# Need fox trapping tips



## newtrapper (Jan 18, 2009)

im a new trapper and i was wondering if anybody could give me some good fox trapping tips


----------



## swamprat27 (Jan 3, 2009)

When trapping canines it is important to be as clean as possible to prevent scaring away a sharp nosed canine like the fox. Cleanliness, the hardest to maintain and easy to forget. When constructing a new set wear clean gloves, there are a couple trappers I know that handles his traps barehanded because of the canines' being accustomed to human smell, use clean traps (clean meaning no smells),and have a kneeling pad commonly used for gardening so you can sit down on and keeping your smell form further being add to the set site.
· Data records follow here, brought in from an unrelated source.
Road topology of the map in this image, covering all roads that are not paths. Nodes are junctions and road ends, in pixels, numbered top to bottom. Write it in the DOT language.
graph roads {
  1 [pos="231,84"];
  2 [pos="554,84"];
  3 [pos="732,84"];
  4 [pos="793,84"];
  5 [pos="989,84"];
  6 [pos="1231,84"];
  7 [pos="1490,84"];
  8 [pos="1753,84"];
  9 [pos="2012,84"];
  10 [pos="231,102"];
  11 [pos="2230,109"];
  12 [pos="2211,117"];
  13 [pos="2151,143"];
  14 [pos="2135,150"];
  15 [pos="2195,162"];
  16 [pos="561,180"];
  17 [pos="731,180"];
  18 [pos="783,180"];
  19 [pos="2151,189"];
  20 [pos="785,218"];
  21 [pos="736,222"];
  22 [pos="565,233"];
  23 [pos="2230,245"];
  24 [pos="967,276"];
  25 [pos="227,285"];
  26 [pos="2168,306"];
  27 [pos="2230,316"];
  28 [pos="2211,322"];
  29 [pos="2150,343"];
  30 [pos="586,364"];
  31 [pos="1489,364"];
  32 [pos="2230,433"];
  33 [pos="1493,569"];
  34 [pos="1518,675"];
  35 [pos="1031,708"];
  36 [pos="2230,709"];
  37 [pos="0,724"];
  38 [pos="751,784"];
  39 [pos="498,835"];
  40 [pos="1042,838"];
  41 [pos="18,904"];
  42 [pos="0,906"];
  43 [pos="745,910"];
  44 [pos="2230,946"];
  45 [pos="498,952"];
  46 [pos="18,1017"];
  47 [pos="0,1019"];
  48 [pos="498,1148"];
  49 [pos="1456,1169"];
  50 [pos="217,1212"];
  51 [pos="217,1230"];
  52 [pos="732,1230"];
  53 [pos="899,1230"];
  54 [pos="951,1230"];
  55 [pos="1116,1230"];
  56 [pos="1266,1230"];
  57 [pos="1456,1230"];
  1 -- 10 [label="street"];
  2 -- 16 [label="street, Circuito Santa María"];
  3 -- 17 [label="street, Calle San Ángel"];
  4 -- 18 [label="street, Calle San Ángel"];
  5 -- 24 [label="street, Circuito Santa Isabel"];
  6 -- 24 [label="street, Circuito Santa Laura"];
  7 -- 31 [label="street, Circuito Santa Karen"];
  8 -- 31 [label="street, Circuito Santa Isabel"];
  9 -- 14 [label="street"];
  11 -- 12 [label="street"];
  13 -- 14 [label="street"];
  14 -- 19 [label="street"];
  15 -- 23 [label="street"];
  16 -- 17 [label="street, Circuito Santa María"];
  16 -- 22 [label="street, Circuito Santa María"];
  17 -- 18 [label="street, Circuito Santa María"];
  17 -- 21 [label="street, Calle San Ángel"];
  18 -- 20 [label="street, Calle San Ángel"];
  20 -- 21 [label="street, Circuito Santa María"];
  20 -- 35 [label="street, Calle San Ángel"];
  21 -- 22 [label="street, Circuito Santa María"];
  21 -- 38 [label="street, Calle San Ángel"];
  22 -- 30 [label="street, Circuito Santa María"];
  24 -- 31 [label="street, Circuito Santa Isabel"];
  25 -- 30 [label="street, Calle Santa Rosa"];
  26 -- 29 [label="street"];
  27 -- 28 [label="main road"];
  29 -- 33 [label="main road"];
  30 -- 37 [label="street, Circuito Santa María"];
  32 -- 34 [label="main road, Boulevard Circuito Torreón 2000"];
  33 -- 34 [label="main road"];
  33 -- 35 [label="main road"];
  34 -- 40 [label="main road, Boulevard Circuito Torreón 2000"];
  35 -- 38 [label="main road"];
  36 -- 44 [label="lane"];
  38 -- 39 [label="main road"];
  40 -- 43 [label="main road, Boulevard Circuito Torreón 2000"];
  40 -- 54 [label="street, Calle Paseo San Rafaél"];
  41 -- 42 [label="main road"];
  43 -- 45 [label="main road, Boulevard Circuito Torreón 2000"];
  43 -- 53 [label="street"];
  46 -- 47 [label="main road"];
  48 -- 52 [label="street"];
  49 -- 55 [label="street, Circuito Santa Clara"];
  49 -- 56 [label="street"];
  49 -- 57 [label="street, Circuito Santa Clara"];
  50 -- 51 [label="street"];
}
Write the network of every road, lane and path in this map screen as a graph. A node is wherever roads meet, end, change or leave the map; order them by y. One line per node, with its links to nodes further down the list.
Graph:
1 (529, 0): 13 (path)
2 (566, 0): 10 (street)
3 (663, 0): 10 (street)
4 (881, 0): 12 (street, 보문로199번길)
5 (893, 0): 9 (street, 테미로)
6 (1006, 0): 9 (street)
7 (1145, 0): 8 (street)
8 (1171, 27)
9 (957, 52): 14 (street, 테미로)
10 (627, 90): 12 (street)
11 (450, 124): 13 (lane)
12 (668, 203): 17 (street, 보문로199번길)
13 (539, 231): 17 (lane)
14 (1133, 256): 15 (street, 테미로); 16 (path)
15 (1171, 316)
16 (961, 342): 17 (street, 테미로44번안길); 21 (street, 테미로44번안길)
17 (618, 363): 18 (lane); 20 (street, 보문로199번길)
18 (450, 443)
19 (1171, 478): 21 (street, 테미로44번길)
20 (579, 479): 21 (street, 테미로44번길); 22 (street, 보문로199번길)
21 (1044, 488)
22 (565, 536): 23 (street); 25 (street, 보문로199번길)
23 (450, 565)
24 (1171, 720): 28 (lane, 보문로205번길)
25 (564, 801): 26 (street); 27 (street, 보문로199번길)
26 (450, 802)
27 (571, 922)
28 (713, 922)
When you add the lure, bait or lure to the set take off your gloves and put another pair on or just don't put another on if you prefer and remember not to make contact with anything except the air and the lure bottle.
the best sizes traps would be
# 1 1/2 coilspring Approximate Jaw spread 4 7/8 inches 
#1 1/2 coilspring padded jaws Approximate Jaw spread 5 inches 
#1 3/4 coilspring Approximate Jaw spread 5 3/8 inches
#2 coilspring Approximate Jaw spread 5 1/2 inches
#2 coilspring Padded Jaws Approximate Jaw spread 5 1/2 inches

with the foot holds you can use hole set, flat set, and blind set, to catch fox

hope this helps
good luck


----------